Форсаж - Колин Харрисон
Шрифт:
Интервал:
— Длинный выдался у тебя денек, — рука ее продолжала двигаться.
— Ага-а, да-а, оч-чень, — пробулькал он. — Большой день, очень даже. Что только не случилось. А ты? Как тебе этот денек?
— Так себе, если не считать тебя.
Он осклабился.
— Тебе понравилось? Я парень хоть куда?
— Да, — и она равнодушно чмокнула его в шею. — Но мне пора идти.
— О-о нет.
— О да.
— Девушки обычно хотят остаться.
— Какие девушки?
— Все, которых я знал.
Она помассировала ему шею и опять поцеловала. А он все-таки ничего.
— Может, таких, как я, у тебя не было?
— Эй, уж это точно. Черт, ты как пони трахаешься. — Он сонно перебросил через нее руку и прижал ладонь к груди. — Тебе можно позвонить? — выдохнул он. — Я тебе точно позвоню.
— Я оставила свой номер.
За свою доверчивость он заслужил еще один поцелуй, а может, даже три или четыре прямо вдоль хребта. Ей хотелось заснуть, лежа на нем. Еще чего, скомандовала она себе, уходи сейчас же.
— Я сейчас встану, вызову такси, — сказал он.
— Нет, ты устал. Я тихонько выскользну. Позвони мне утром, попозже, если захочешь.
Он вздохнул в подушку.
— О, я захочу. Аллах свидетель, еще как захочу.
А я еще кое-что прихвачу, подумала она, и пропажу ты скоро обнаружишь. Пять минут спустя, одетая в свое черное платьице, не растеряв ни единой клевой пуговки, с перераспределенными купюрами в сумочке, она вышла на улицу, держа в руках картонную коробку из прачечной. Уже в такси она пересчитала купюры — пять сотенных. Затем она раскрыла скрепленную степлером коробку.
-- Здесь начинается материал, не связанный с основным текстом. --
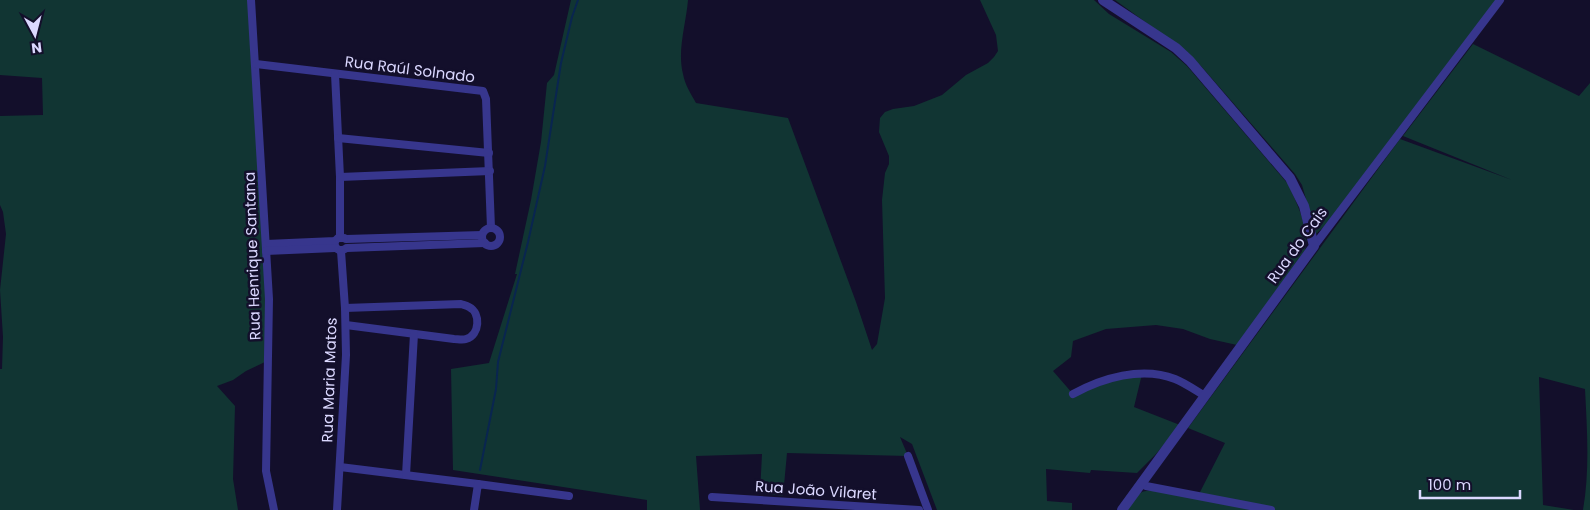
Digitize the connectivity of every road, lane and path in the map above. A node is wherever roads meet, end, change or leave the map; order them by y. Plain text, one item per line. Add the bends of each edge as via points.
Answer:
1 (251, 0) edge
2 (1103, 0) edge
3 (1500, 0) edge
4 (256, 64) junction
5 (335, 74) junction
6 (338, 138) junction
7 (489, 153) junction
8 (490, 171) junction
9 (340, 177) junction
10 (492, 228) junction
11 (482, 235) junction
12 (341, 244) junction
13 (485, 244) junction
14 (1314, 246) junction
15 (266, 248) junction
16 (345, 308) junction
17 (346, 325) junction
18 (414, 334) junction
19 (1073, 394) dead end
20 (1205, 396) junction
21 (908, 456) dead end
22 (340, 467) junction
23 (406, 475) junction
24 (1142, 483) junction
25 (478, 484) junction
26 (569, 496) dead end
27 (712, 497) dead end
28 (274, 510) edge
29 (337, 510) edge
30 (474, 510) edge
31 (919, 510) edge
32 (928, 510) edge
33 (1122, 510) edge
34 (1271, 510) edge

1 - 4 street, Rua Henrique Santana
2 - 14 street via 1176,48 1190,61 1283,168 1300,196
3 - 14 street, Rua do Cais
4 - 5 street, Rua Raúl Solnado
4 - 15 street, Rua Henrique Santana
5 - 6 street, Rua Maria Matos
5 - 7 street, Rua Raúl Solnado via 483,92
6 - 7 street
6 - 9 street, Rua Maria Matos
7 - 8 street, Rua Raúl Solnado
8 - 9 street
8 - 10 street, Rua Raúl Solnado
9 - 12 street, Rua Maria Matos
10 - 11 street
10 - 13 street via 499,232 499,241 493,246
11 - 12 street
11 - 13 street
12 - 13 street
12 - 15 street
12 - 16 street, Rua Maria Matos
14 - 20 street, Rua do Cais
15 - 28 street, Rua Henrique Santana via 269,326 266,471
16 - 17 street, Rua Maria Matos
16 - 18 street via 461,304 470,307 478,321 477,329 466,339
17 - 18 street
17 - 22 street, Rua Maria Matos
18 - 23 street
19 - 20 street via 1100,381 1142,374 1175,379
20 - 24 street, Rua do Cais
21 - 32 street
22 - 23 street
22 - 29 street, Rua Maria Matos
23 - 25 street
24 - 33 street, Rua do Cais
24 - 34 street
25 - 26 street
25 - 30 street
27 - 31 street, Rua João Vilaret

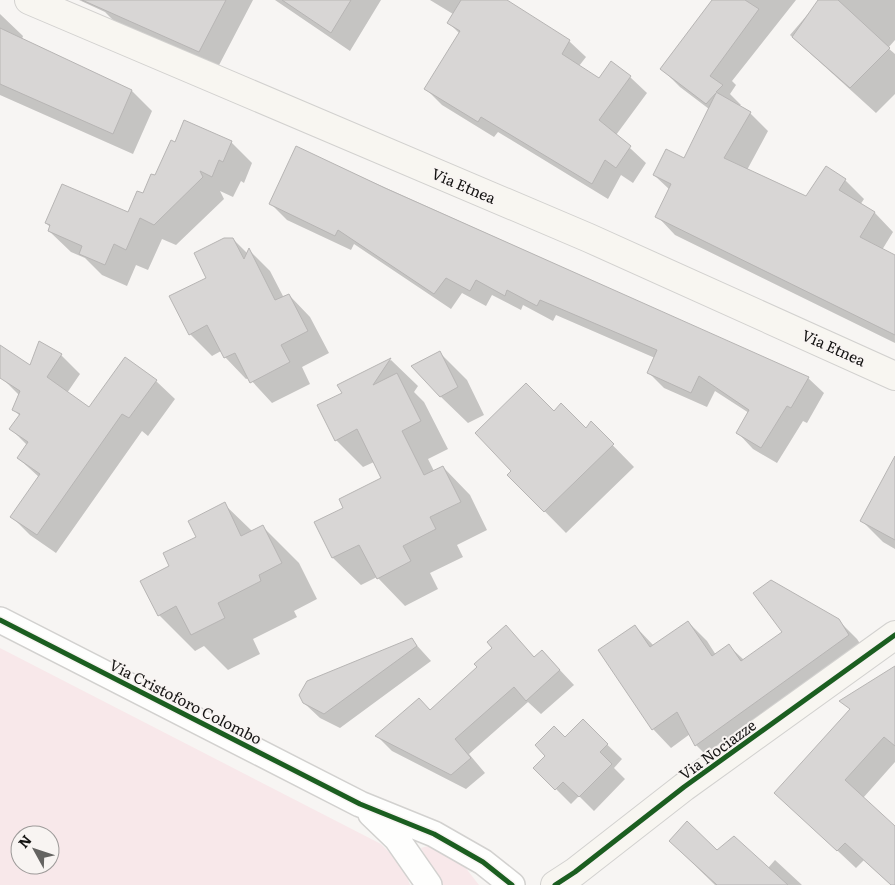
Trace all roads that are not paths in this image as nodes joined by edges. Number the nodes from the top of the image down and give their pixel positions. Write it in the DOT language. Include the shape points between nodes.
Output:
graph roads {
  1 [pos="29,0"];
  2 [pos="895,376"];
  3 [pos="0,620"];
  4 [pos="895,635"];
  5 [pos="360,804"];
  6 [pos="573,881"];
  7 [pos="430,885"];
  8 [pos="512,885"];
  1 -- 2 [label="main road, Via Etnea" via="589,238"];
  3 -- 5 [label="street, Via Cristoforo Colombo"];
  4 -- 6 [label="main road, Via Nociazze" via="684,787"];
  5 -- 7 [label="street" via="397,839"];
  5 -- 8 [label="street" via="434,834 483,862"];
}
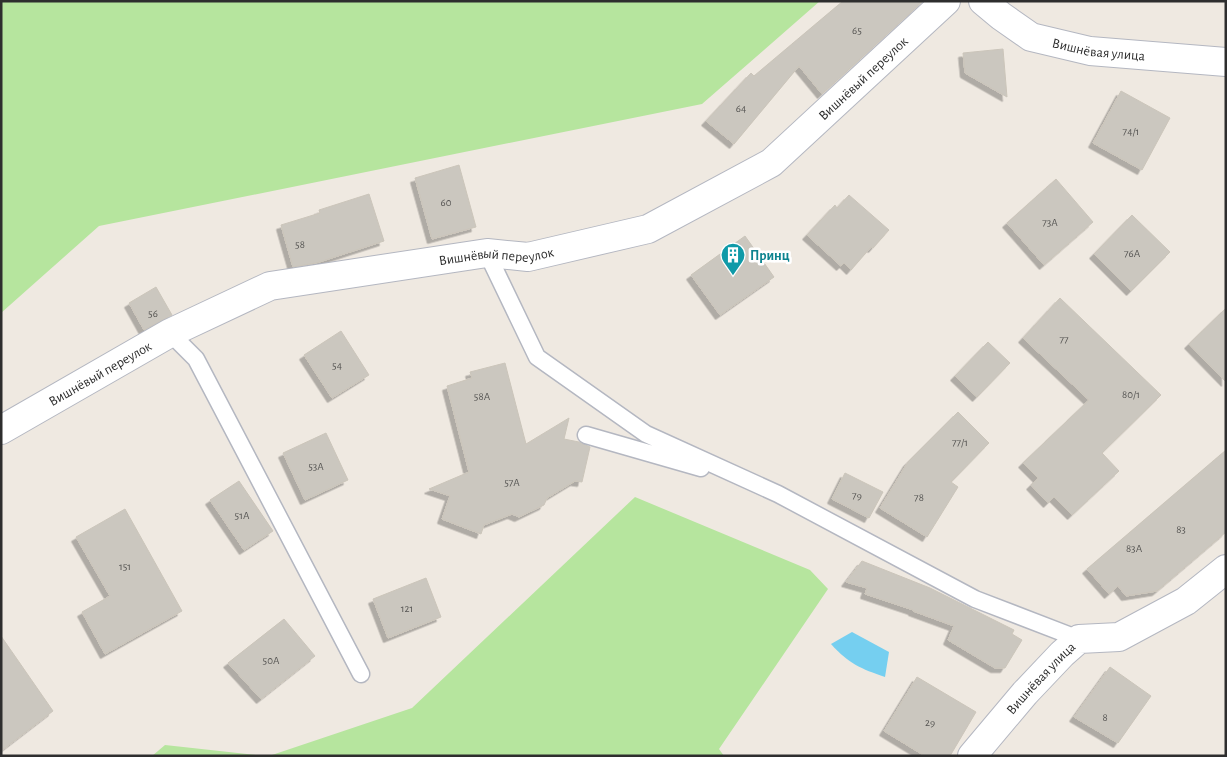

В ней было именно то, что она надеялась найти, — десять рубашек индивидуального пошива, свеженакрахмаленных, выглаженных и без монограмм. За каждую она получит не меньше десяти баксов от того старикашки в «секонд-хенде». Шестьсот баксов — и угощение. Не так уж плохо. Она напомнила себе, что нужно остановить такси за квартал от дома, на случай если кто-то спросит таксиста, куда он ее отвез. Она ненавидела себя за то, что прибегла к краже, или, лучше сказать, почти ненавидела. Но ведь ей приходилось начинать все сначала — и если она облажается с первого дня, новой жизни ей не видать, как своих ушей.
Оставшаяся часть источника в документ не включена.